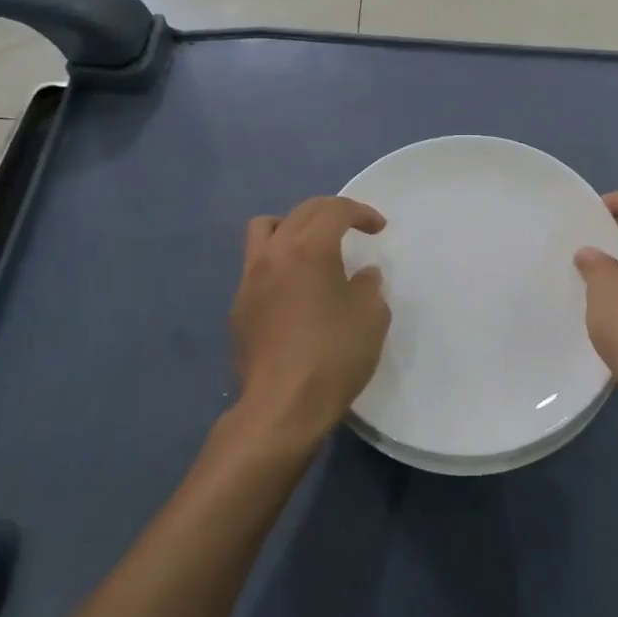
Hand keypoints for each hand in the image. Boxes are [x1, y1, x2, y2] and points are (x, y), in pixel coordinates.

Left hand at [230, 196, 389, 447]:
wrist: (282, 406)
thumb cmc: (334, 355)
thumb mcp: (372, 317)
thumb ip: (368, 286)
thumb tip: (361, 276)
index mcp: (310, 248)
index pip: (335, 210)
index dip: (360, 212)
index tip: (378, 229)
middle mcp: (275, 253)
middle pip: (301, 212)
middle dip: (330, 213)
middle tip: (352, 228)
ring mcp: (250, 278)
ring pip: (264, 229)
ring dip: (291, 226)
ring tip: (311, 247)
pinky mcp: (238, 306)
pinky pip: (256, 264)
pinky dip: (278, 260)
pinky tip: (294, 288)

--------------------

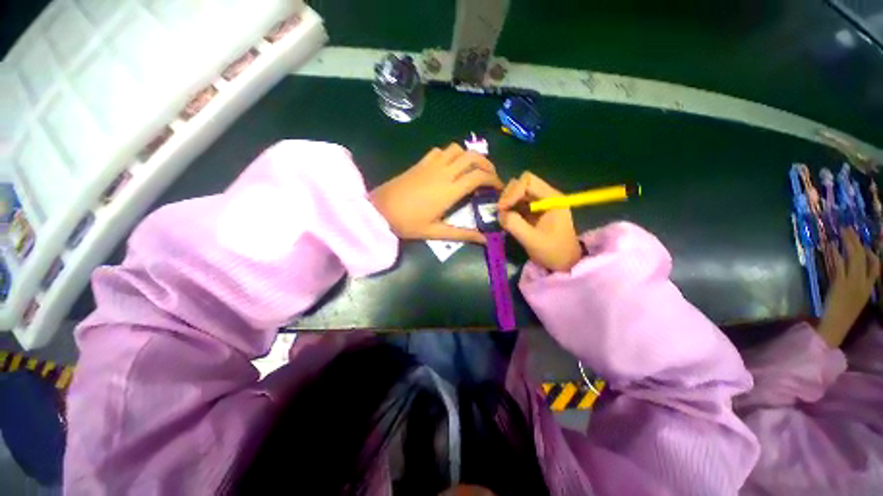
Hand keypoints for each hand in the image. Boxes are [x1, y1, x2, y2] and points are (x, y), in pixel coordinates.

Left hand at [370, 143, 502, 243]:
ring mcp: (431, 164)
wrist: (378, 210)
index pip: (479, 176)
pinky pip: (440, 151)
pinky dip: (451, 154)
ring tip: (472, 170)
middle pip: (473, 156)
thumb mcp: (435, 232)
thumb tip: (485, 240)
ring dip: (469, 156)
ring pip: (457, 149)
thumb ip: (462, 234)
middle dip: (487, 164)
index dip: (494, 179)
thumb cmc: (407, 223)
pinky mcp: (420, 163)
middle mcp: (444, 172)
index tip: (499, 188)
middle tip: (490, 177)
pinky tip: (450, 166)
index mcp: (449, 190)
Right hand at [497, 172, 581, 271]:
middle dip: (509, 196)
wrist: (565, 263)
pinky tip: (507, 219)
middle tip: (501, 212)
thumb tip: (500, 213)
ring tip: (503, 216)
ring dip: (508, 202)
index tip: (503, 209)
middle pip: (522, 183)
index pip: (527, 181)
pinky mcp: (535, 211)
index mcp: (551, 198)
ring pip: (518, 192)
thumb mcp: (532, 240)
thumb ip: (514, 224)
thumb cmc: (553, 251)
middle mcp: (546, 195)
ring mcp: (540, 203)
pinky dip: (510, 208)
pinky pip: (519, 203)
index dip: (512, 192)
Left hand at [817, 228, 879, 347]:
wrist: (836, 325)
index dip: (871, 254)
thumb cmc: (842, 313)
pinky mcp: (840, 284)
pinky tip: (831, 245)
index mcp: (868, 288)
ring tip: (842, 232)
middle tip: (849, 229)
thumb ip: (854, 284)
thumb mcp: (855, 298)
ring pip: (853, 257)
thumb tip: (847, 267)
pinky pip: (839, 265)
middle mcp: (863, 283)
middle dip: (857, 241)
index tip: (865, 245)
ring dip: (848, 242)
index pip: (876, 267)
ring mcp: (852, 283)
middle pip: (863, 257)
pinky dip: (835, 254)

--------------------

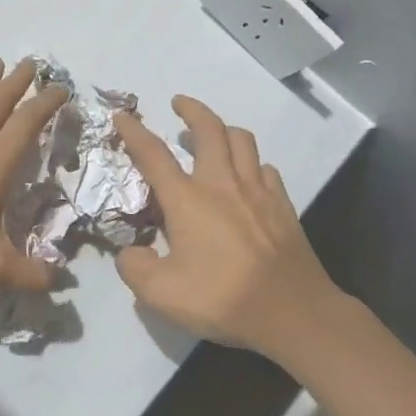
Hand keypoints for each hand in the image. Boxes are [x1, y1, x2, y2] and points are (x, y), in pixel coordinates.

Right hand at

--------------------

Using the material above, transcribe exactly the lines from the line with "index tip: (503, 209)" to the line with "thumb ip: (854, 284)"; both count, and nothing else goes in.

index tip: (503, 209)
middle pip: (522, 183)
index pip: (527, 181)
pinky mcp: (535, 211)
index mcp: (551, 198)
ring pip: (518, 192)
thumb mcp: (532, 240)
thumb ip: (514, 224)
thumb cmc: (553, 251)
middle mcp: (546, 195)
ring mcp: (540, 203)
pinky dip: (510, 208)
pinky pip: (519, 203)
index dip: (512, 192)
Left hand at [817, 228, 879, 347]:
wrist: (836, 325)
index dip: (871, 254)
thumb cmc: (842, 313)
pinky mcp: (840, 284)
pinky tip: (831, 245)
index mcp: (868, 288)
ring tip: (842, 232)
middle tip: (849, 229)
thumb ip: (854, 284)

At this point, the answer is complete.